START Supplied entries

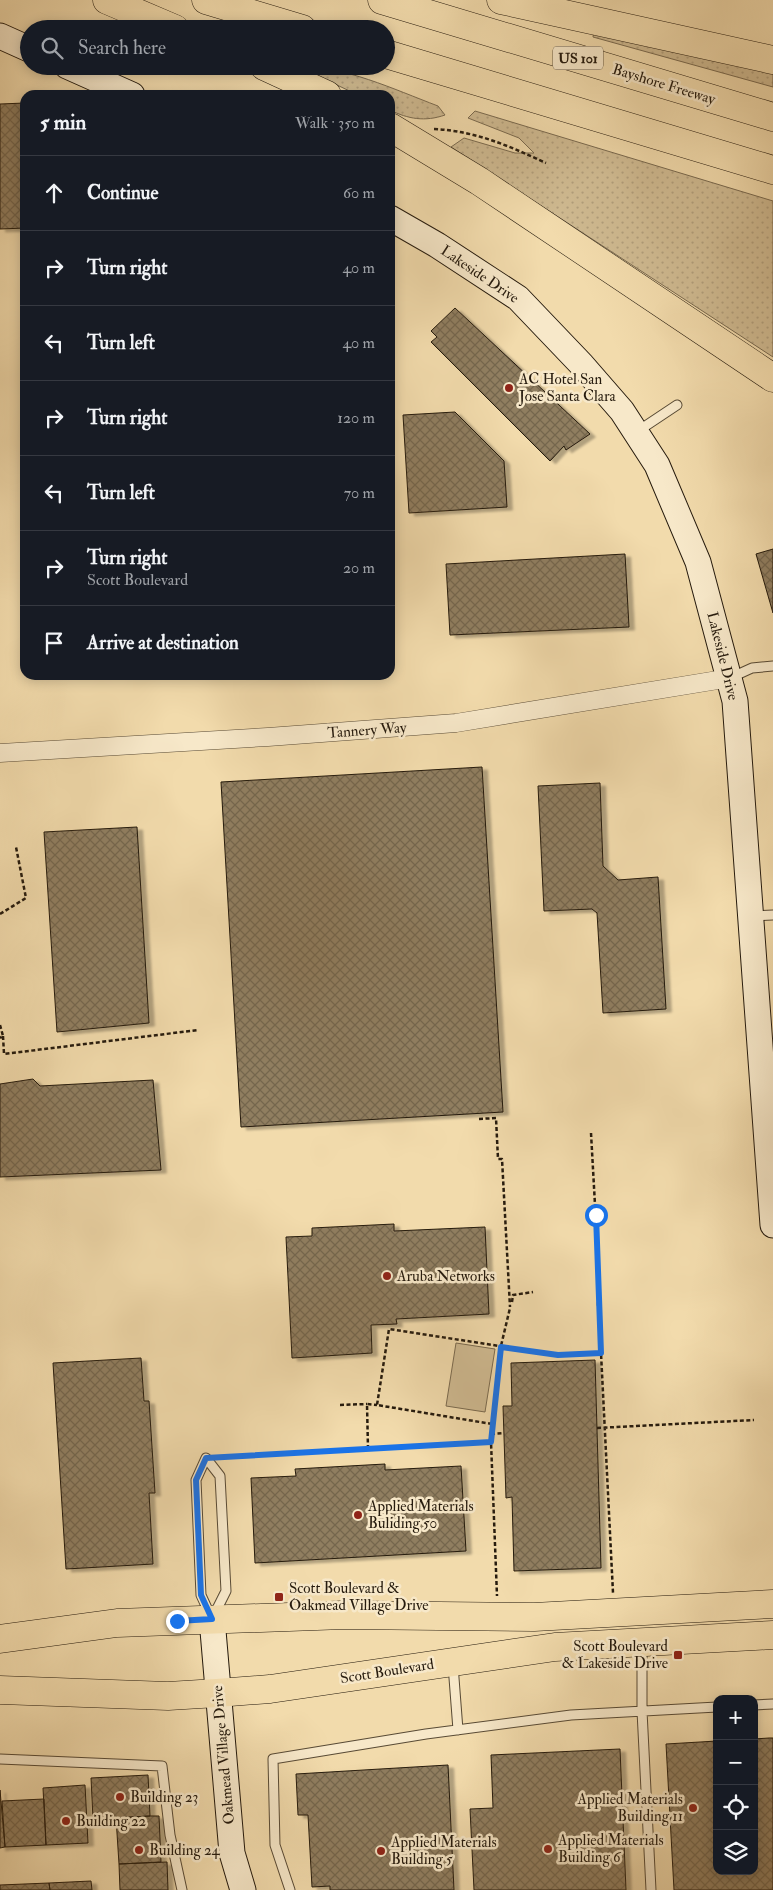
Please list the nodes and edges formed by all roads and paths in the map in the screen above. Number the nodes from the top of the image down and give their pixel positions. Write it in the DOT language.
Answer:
graph roads {
  1 [pos="107,0"];
  2 [pos="206,0"];
  3 [pos="382,0"];
  4 [pos="501,0"];
  5 [pos="154,20"];
  6 [pos="272,20"];
  7 [pos="0,36"];
  8 [pos="20,45"];
  9 [pos="395,57"];
  10 [pos="773,60"];
  11 [pos="87,75"];
  12 [pos="284,75"];
  13 [pos="121,90"];
  14 [pos="317,90"];
  15 [pos="773,117"];
  16 [pos="430,128"];
  17 [pos="395,130"];
  18 [pos="546,164"];
  19 [pos="773,170"];
  20 [pos="395,221"];
  21 [pos="773,378"];
  22 [pos="677,405"];
  23 [pos="636,433"];
  24 [pos="773,666"];
  25 [pos="730,678"];
  26 [pos="0,753"];
  27 [pos="16,847"];
  28 [pos="0,914"];
  29 [pos="762,915"];
  30 [pos="0,1025"];
  31 [pos="198,1030"];
  32 [pos="2,1037"];
  33 [pos="479,1119"];
  34 [pos="591,1133"];
  35 [pos="771,1166"];
  36 [pos="773,1225"];
  37 [pos="533,1292"];
  38 [pos="510,1307"];
  39 [pos="501,1347"];
  40 [pos="601,1353"];
  41 [pos="367,1404"];
  42 [pos="340,1405"];
  43 [pos="377,1405"];
  44 [pos="754,1420"];
  45 [pos="492,1424"];
  46 [pos="597,1428"];
  47 [pos="605,1428"];
  48 [pos="504,1433"];
  49 [pos="491,1434"];
  50 [pos="491,1442"];
  51 [pos="368,1449"];
  52 [pos="206,1458"];
  53 [pos="613,1600"];
  54 [pos="498,1603"];
  55 [pos="773,1604"];
  56 [pos="212,1619"];
  57 [pos="773,1636"];
  58 [pos="0,1639"];
  59 [pos="642,1642"];
  60 [pos="452,1661"];
  61 [pos="0,1690"];
  62 [pos="217,1693"];
  63 [pos="773,1704"];
  64 [pos="758,1705"];
  65 [pos="713,1707"];
  66 [pos="642,1711"];
  67 [pos="458,1730"];
  68 [pos="0,1759"];
  69 [pos="182,1890"];
  70 [pos="243,1890"];
  71 [pos="290,1890"];
  72 [pos="651,1890"];
  1 -- 5 [label="main road"];
  2 -- 6 [label="main road"];
  3 -- 15 [label="main road, Bayshore Freeway / US 101"];
  4 -- 10 [label="main road"];
  7 -- 8 [label="street"];
  9 -- 19 [label="main road"];
  11 -- 13 [label="street"];
  12 -- 14 [label="main road"];
  16 -- 18 [label="path"];
  17 -- 21 [label="main road"];
  20 -- 23 [label="street, Lakeside Drive"];
  22 -- 23 [label="lane"];
  23 -- 25 [label="street, Lakeside Drive"];
  24 -- 25 [label="lane"];
  25 -- 26 [label="street, Tannery Way"];
  25 -- 29 [label="street, Lakeside Drive"];
  27 -- 28 [label="path"];
  29 -- 35 [label="street, Lakeside Drive"];
  30 -- 32 [label="path"];
  31 -- 32 [label="path"];
  33 -- 38 [label="path"];
  34 -- 40 [label="path"];
  35 -- 36 [label="street, Lakeside Drive"];
  37 -- 38 [label="path"];
  38 -- 39 [label="path"];
  39 -- 40 [label="path"];
  39 -- 43 [label="path"];
  39 -- 45 [label="path"];
  40 -- 47 [label="path"];
  41 -- 42 [label="path"];
  41 -- 43 [label="path"];
  41 -- 51 [label="path"];
  43 -- 45 [label="path"];
  44 -- 47 [label="path"];
  45 -- 49 [label="path"];
  46 -- 47 [label="path"];
  47 -- 53 [label="path"];
  48 -- 49 [label="path"];
  49 -- 50 [label="path"];
  50 -- 51 [label="path"];
  50 -- 54 [label="path"];
  51 -- 52 [label="path"];
  52 -- 56 [label="lane"];
  52 -- 56 [label="lane"];
  55 -- 56 [label="main road"];
  56 -- 58 [label="main road"];
  56 -- 62 [label="street, Oakmead Village Drive"];
  57 -- 59 [label="main road, Scott Boulevard"];
  59 -- 60 [label="main road, Scott Boulevard"];
  59 -- 66 [label="lane"];
  60 -- 62 [label="main road, Scott Boulevard"];
  60 -- 67 [label="lane"];
  61 -- 62 [label="main road, Scott Boulevard"];
  62 -- 70 [label="street, Oakmead Village Drive"];
  63 -- 64 [label="lane"];
  65 -- 66 [label="lane"];
  66 -- 67 [label="lane"];
  66 -- 72 [label="lane"];
  67 -- 71 [label="lane"];
  68 -- 69 [label="lane"];
}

END Supplied entries

**Exercise instructions**
Each line of the data that holds the word "Drive" should be copied.

**Output for this exercise**
  20 -- 23 [label="street, Lakeside Drive"];
  23 -- 25 [label="street, Lakeside Drive"];
  25 -- 29 [label="street, Lakeside Drive"];
  29 -- 35 [label="street, Lakeside Drive"];
  35 -- 36 [label="street, Lakeside Drive"];
  56 -- 62 [label="street, Oakmead Village Drive"];
  62 -- 70 [label="street, Oakmead Village Drive"];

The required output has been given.